3.1. Selection of HPLC primary and secondary columns

Generally, water and soil analysis for energetic compounds using RP-HPLC have relied on a primary HPLC column for quantification and a secondary column for analyte confirmation. Method 8330 [37] recommends a LC-18 column for the primary column and a LC-CN column is recommended for analyte confirmation because the elution order is very different than obtained on the LC-18 column. Additional columns were recommended in Method 8330B [30] to include a LC-8 for the primary column and a phenylhexyl column for confirmation. The retention order for the phenylhexyl column is less different than for the LC-CN column, but it provides much better resolution for the 17 target analytes than the LC-CN column.

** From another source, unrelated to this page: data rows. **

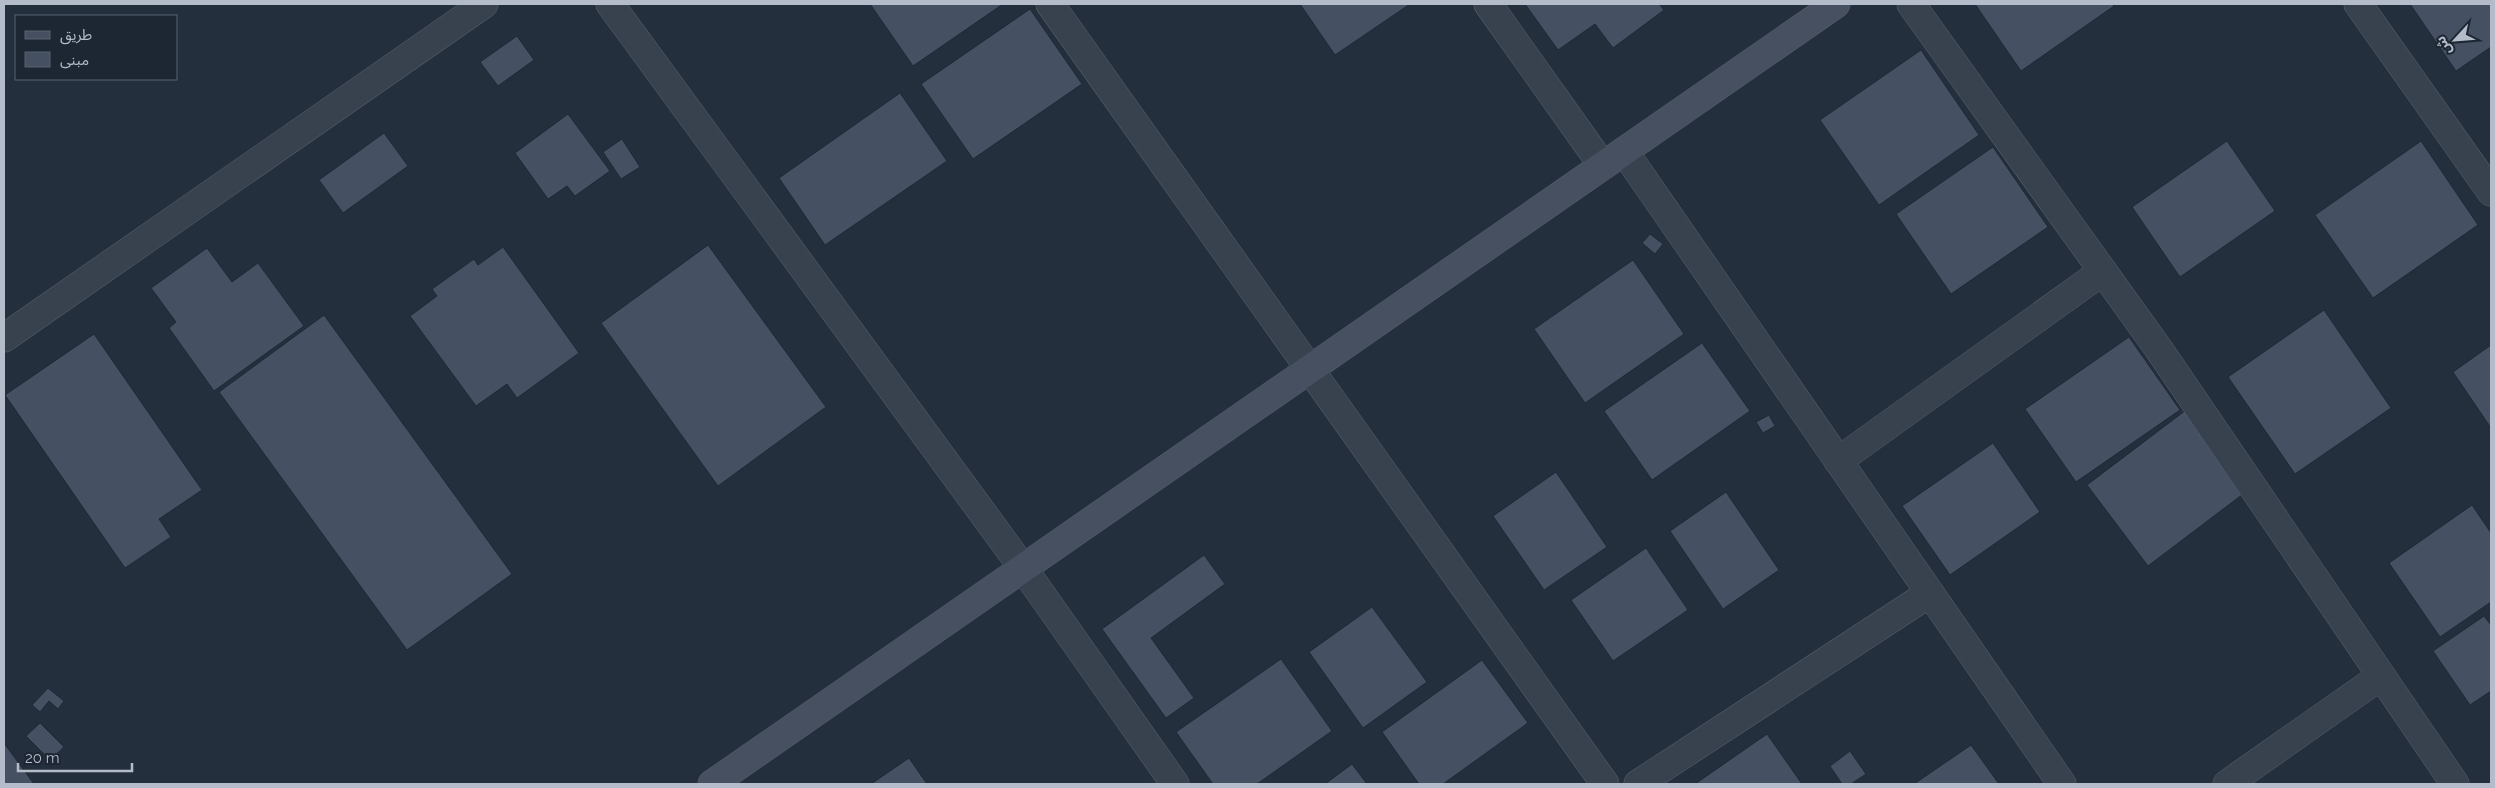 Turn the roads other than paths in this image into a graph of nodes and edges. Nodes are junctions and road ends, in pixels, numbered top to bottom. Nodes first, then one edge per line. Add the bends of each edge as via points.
1 (484, 4) edge
2 (610, 4) edge
3 (1050, 4) edge
4 (1488, 4) edge
5 (1836, 4) edge
6 (1911, 4) edge
7 (2358, 4) edge
8 (1613, 159) junction
9 (2491, 192) edge
10 (2103, 271) junction
11 (4, 338) edge
12 (1309, 370) junction
13 (1838, 461) junction
14 (1023, 568) junction
15 (1930, 593) junction
16 (2382, 676) junction
17 (721, 781) edge
18 (1175, 784) edge
19 (1605, 784) edge
20 (1638, 784) edge
21 (2062, 784) edge
22 (2228, 784) edge
23 (2455, 784) edge

1 - 11 street
2 - 14 street
3 - 12 street
4 - 8 street
5 - 8 street
6 - 10 street
7 - 9 street
8 - 12 street
8 - 13 street
10 - 13 street
10 - 16 street
12 - 14 street
12 - 19 street
13 - 15 street
14 - 17 street
14 - 18 street
15 - 20 street
15 - 21 street
16 - 22 street
16 - 23 street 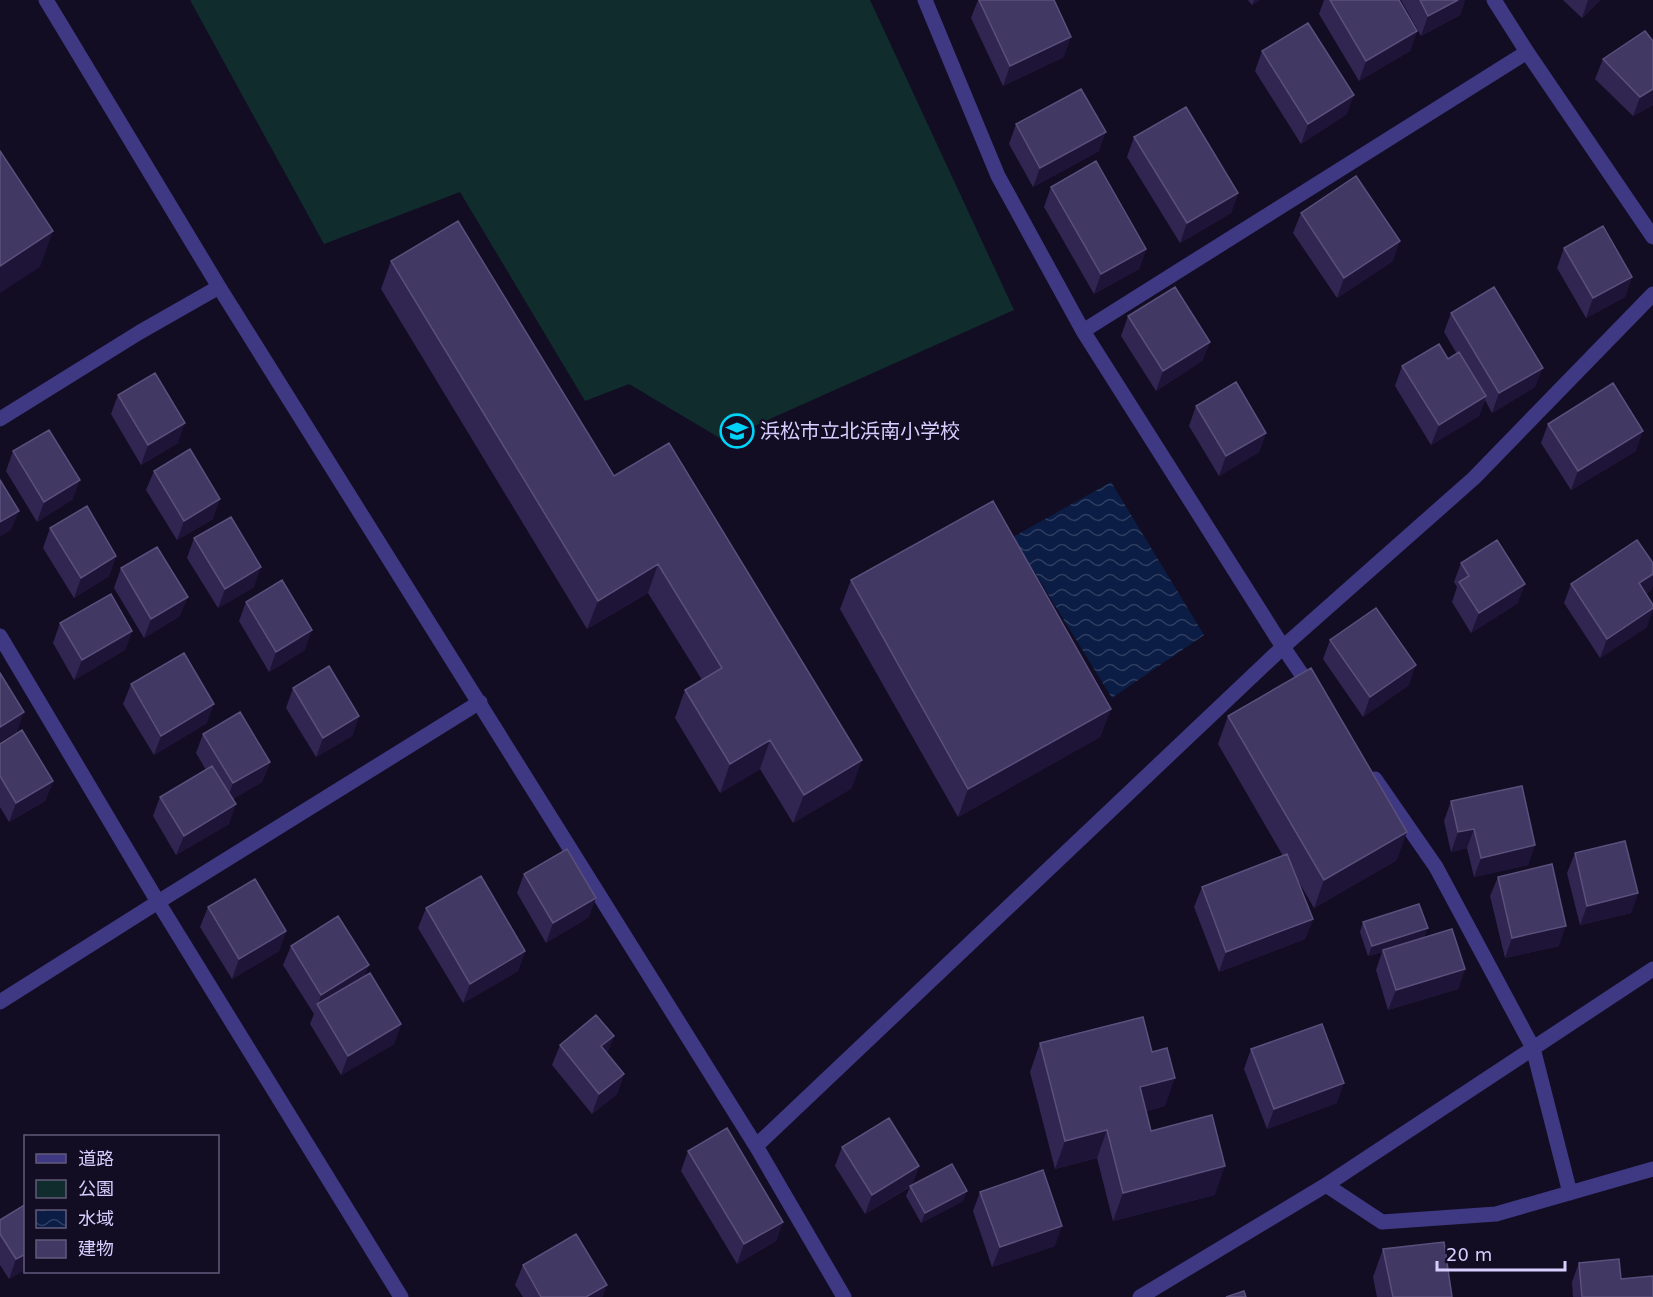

Several different column pairs and eluents were evaluated for this application and a 4.6 × 250 mm, 5 μm, Thermo Scientific, Acclaim™ E1 column was selected as the primary column, and a 4.6 × 250 mm, 5 μm, Thermo Scientific, Acclaim™ E2 column was chosen as the confirmation column. Eluents were adjusted to provide adequate separation for each column (Fig. 1). Analyte separation was adequate for quantitation on the primary column (top) and for confirmation on the secondary column (bottom).

Fig. 1.

Fig. 1.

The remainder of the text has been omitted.